- [Record extracts]:
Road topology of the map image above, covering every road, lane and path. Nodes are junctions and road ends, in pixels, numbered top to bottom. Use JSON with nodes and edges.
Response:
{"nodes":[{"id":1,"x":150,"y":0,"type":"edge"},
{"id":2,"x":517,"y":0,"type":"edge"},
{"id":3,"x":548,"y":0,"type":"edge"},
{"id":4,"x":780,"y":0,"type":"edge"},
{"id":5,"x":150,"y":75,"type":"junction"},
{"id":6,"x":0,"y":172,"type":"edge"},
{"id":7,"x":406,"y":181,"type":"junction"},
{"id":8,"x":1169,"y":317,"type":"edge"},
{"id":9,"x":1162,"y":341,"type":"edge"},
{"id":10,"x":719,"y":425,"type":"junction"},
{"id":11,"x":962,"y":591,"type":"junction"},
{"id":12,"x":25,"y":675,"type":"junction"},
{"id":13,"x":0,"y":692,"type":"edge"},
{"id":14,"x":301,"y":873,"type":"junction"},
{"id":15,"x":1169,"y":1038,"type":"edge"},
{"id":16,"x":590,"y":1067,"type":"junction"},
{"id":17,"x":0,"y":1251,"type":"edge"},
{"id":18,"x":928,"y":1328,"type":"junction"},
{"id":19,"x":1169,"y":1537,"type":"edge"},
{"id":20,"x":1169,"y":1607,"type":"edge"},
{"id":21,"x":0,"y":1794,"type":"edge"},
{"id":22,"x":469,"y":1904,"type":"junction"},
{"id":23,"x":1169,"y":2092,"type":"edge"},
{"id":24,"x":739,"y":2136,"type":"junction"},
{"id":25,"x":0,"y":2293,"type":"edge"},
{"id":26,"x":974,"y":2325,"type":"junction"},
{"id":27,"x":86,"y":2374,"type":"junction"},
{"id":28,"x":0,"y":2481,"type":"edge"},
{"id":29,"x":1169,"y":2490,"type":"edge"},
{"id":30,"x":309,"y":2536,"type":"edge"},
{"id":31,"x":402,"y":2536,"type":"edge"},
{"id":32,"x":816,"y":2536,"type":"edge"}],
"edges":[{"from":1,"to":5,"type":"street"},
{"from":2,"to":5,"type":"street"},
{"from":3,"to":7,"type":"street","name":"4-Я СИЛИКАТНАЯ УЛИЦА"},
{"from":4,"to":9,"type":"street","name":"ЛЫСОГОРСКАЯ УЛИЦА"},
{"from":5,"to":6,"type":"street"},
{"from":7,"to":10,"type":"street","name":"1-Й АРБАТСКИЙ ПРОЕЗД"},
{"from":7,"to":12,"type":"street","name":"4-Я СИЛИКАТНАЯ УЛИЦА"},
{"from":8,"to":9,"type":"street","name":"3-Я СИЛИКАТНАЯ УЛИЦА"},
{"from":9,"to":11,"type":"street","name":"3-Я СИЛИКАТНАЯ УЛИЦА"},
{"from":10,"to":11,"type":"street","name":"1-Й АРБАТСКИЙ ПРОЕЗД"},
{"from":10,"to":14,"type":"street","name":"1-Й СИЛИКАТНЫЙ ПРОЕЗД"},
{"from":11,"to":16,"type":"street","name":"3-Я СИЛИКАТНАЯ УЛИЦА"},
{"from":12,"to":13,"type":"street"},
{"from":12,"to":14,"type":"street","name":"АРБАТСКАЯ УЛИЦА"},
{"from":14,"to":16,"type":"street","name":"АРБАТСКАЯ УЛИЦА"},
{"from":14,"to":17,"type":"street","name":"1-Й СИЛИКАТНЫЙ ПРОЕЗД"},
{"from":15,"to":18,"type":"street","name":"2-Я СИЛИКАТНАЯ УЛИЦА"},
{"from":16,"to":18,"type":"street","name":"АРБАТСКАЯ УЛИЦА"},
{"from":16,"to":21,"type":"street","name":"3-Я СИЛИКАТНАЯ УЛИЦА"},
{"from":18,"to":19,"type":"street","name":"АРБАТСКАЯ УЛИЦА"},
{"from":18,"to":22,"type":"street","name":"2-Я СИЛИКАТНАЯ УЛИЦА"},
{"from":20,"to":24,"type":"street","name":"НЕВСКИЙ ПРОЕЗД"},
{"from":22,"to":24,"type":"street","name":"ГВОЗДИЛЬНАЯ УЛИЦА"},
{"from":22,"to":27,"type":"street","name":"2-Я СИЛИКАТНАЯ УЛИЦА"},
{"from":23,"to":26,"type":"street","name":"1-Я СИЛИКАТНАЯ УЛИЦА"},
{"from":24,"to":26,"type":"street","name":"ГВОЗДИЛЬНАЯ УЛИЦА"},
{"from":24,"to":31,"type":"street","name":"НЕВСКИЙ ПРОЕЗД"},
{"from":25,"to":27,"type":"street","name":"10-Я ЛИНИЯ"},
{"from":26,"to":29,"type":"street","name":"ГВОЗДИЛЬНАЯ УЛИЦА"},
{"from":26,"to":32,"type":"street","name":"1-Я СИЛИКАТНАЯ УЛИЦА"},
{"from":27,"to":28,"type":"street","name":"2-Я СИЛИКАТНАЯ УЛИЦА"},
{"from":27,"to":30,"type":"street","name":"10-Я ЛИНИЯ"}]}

- [What you are asked to do]:
Print the entries exactly.

- [Exercise answer]:
Road topology of the map image above, covering every road, lane and path. Nodes are junctions and road ends, in pixels, numbered top to bottom. Use JSON with nodes and edges.
Response:
{"nodes":[{"id":1,"x":150,"y":0,"type":"edge"},
{"id":2,"x":517,"y":0,"type":"edge"},
{"id":3,"x":548,"y":0,"type":"edge"},
{"id":4,"x":780,"y":0,"type":"edge"},
{"id":5,"x":150,"y":75,"type":"junction"},
{"id":6,"x":0,"y":172,"type":"edge"},
{"id":7,"x":406,"y":181,"type":"junction"},
{"id":8,"x":1169,"y":317,"type":"edge"},
{"id":9,"x":1162,"y":341,"type":"edge"},
{"id":10,"x":719,"y":425,"type":"junction"},
{"id":11,"x":962,"y":591,"type":"junction"},
{"id":12,"x":25,"y":675,"type":"junction"},
{"id":13,"x":0,"y":692,"type":"edge"},
{"id":14,"x":301,"y":873,"type":"junction"},
{"id":15,"x":1169,"y":1038,"type":"edge"},
{"id":16,"x":590,"y":1067,"type":"junction"},
{"id":17,"x":0,"y":1251,"type":"edge"},
{"id":18,"x":928,"y":1328,"type":"junction"},
{"id":19,"x":1169,"y":1537,"type":"edge"},
{"id":20,"x":1169,"y":1607,"type":"edge"},
{"id":21,"x":0,"y":1794,"type":"edge"},
{"id":22,"x":469,"y":1904,"type":"junction"},
{"id":23,"x":1169,"y":2092,"type":"edge"},
{"id":24,"x":739,"y":2136,"type":"junction"},
{"id":25,"x":0,"y":2293,"type":"edge"},
{"id":26,"x":974,"y":2325,"type":"junction"},
{"id":27,"x":86,"y":2374,"type":"junction"},
{"id":28,"x":0,"y":2481,"type":"edge"},
{"id":29,"x":1169,"y":2490,"type":"edge"},
{"id":30,"x":309,"y":2536,"type":"edge"},
{"id":31,"x":402,"y":2536,"type":"edge"},
{"id":32,"x":816,"y":2536,"type":"edge"}],
"edges":[{"from":1,"to":5,"type":"street"},
{"from":2,"to":5,"type":"street"},
{"from":3,"to":7,"type":"street","name":"4-Я СИЛИКАТНАЯ УЛИЦА"},
{"from":4,"to":9,"type":"street","name":"ЛЫСОГОРСКАЯ УЛИЦА"},
{"from":5,"to":6,"type":"street"},
{"from":7,"to":10,"type":"street","name":"1-Й АРБАТСКИЙ ПРОЕЗД"},
{"from":7,"to":12,"type":"street","name":"4-Я СИЛИКАТНАЯ УЛИЦА"},
{"from":8,"to":9,"type":"street","name":"3-Я СИЛИКАТНАЯ УЛИЦА"},
{"from":9,"to":11,"type":"street","name":"3-Я СИЛИКАТНАЯ УЛИЦА"},
{"from":10,"to":11,"type":"street","name":"1-Й АРБАТСКИЙ ПРОЕЗД"},
{"from":10,"to":14,"type":"street","name":"1-Й СИЛИКАТНЫЙ ПРОЕЗД"},
{"from":11,"to":16,"type":"street","name":"3-Я СИЛИКАТНАЯ УЛИЦА"},
{"from":12,"to":13,"type":"street"},
{"from":12,"to":14,"type":"street","name":"АРБАТСКАЯ УЛИЦА"},
{"from":14,"to":16,"type":"street","name":"АРБАТСКАЯ УЛИЦА"},
{"from":14,"to":17,"type":"street","name":"1-Й СИЛИКАТНЫЙ ПРОЕЗД"},
{"from":15,"to":18,"type":"street","name":"2-Я СИЛИКАТНАЯ УЛИЦА"},
{"from":16,"to":18,"type":"street","name":"АРБАТСКАЯ УЛИЦА"},
{"from":16,"to":21,"type":"street","name":"3-Я СИЛИКАТНАЯ УЛИЦА"},
{"from":18,"to":19,"type":"street","name":"АРБАТСКАЯ УЛИЦА"},
{"from":18,"to":22,"type":"street","name":"2-Я СИЛИКАТНАЯ УЛИЦА"},
{"from":20,"to":24,"type":"street","name":"НЕВСКИЙ ПРОЕЗД"},
{"from":22,"to":24,"type":"street","name":"ГВОЗДИЛЬНАЯ УЛИЦА"},
{"from":22,"to":27,"type":"street","name":"2-Я СИЛИКАТНАЯ УЛИЦА"},
{"from":23,"to":26,"type":"street","name":"1-Я СИЛИКАТНАЯ УЛИЦА"},
{"from":24,"to":26,"type":"street","name":"ГВОЗДИЛЬНАЯ УЛИЦА"},
{"from":24,"to":31,"type":"street","name":"НЕВСКИЙ ПРОЕЗД"},
{"from":25,"to":27,"type":"street","name":"10-Я ЛИНИЯ"},
{"from":26,"to":29,"type":"street","name":"ГВОЗДИЛЬНАЯ УЛИЦА"},
{"from":26,"to":32,"type":"street","name":"1-Я СИЛИКАТНАЯ УЛИЦА"},
{"from":27,"to":28,"type":"street","name":"2-Я СИЛИКАТНАЯ УЛИЦА"},
{"from":27,"to":30,"type":"street","name":"10-Я ЛИНИЯ"}]}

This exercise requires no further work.